Saved data entries
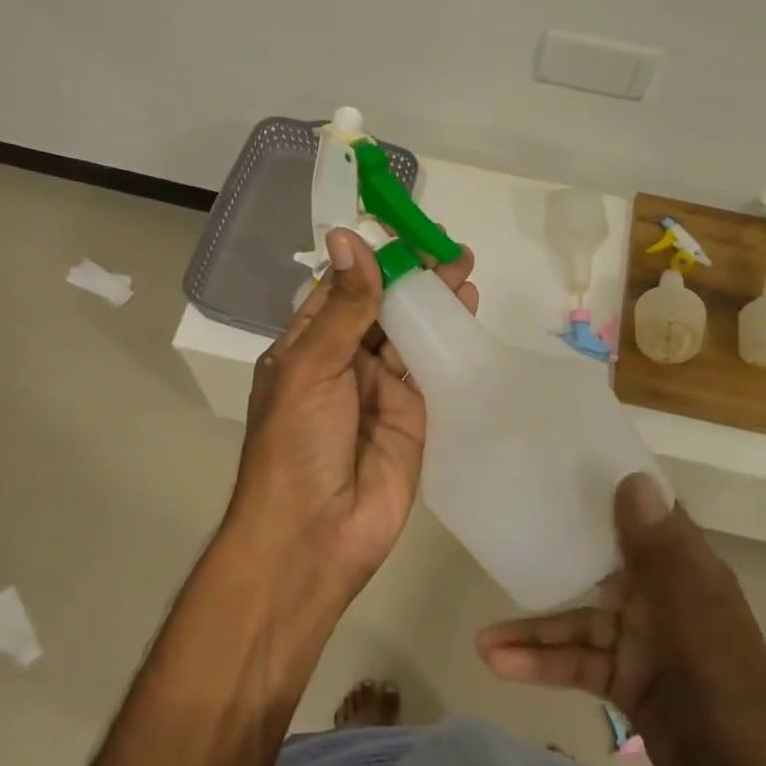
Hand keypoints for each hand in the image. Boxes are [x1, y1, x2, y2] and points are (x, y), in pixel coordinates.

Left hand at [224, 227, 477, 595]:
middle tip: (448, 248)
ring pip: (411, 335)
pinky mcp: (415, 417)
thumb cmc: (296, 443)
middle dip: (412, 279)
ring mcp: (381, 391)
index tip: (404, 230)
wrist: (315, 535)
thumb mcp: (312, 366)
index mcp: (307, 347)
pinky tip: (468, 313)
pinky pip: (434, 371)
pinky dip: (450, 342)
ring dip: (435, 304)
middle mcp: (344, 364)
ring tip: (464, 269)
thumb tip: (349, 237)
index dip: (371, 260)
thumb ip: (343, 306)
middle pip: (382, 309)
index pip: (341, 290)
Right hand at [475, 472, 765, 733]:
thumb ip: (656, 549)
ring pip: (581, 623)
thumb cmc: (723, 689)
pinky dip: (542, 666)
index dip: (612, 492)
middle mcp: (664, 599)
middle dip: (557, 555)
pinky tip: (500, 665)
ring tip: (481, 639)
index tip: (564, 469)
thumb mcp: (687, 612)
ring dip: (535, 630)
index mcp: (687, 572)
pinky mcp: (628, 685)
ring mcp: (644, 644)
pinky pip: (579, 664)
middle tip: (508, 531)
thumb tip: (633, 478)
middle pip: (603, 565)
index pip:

## [TASK OBJECTIVE]
The line containing "middle mcp: (344, 364)" and all lines after it, through the last line of the data, should be retyped exactly.

## [SOLUTION TO THIS TASK]
middle mcp: (344, 364)
ring tip: (464, 269)
thumb tip: (349, 237)
index dip: (371, 260)
thumb ip: (343, 306)
middle pip: (382, 309)
index pip: (341, 290)
Right hand at [475, 472, 765, 733]:
thumb ip: (656, 549)
ring pip: (581, 623)
thumb cmc: (723, 689)
pinky dip: (542, 666)
index dip: (612, 492)
middle mcp: (664, 599)
middle dip: (557, 555)
pinky tip: (500, 665)
ring tip: (481, 639)
index tip: (564, 469)
thumb mcp: (687, 612)
ring dip: (535, 630)
index mcp: (687, 572)
pinky mcp: (628, 685)
ring mcp: (644, 644)
pinky pip: (579, 664)
middle tip: (508, 531)
thumb tip: (633, 478)
middle pip: (603, 565)
index pip:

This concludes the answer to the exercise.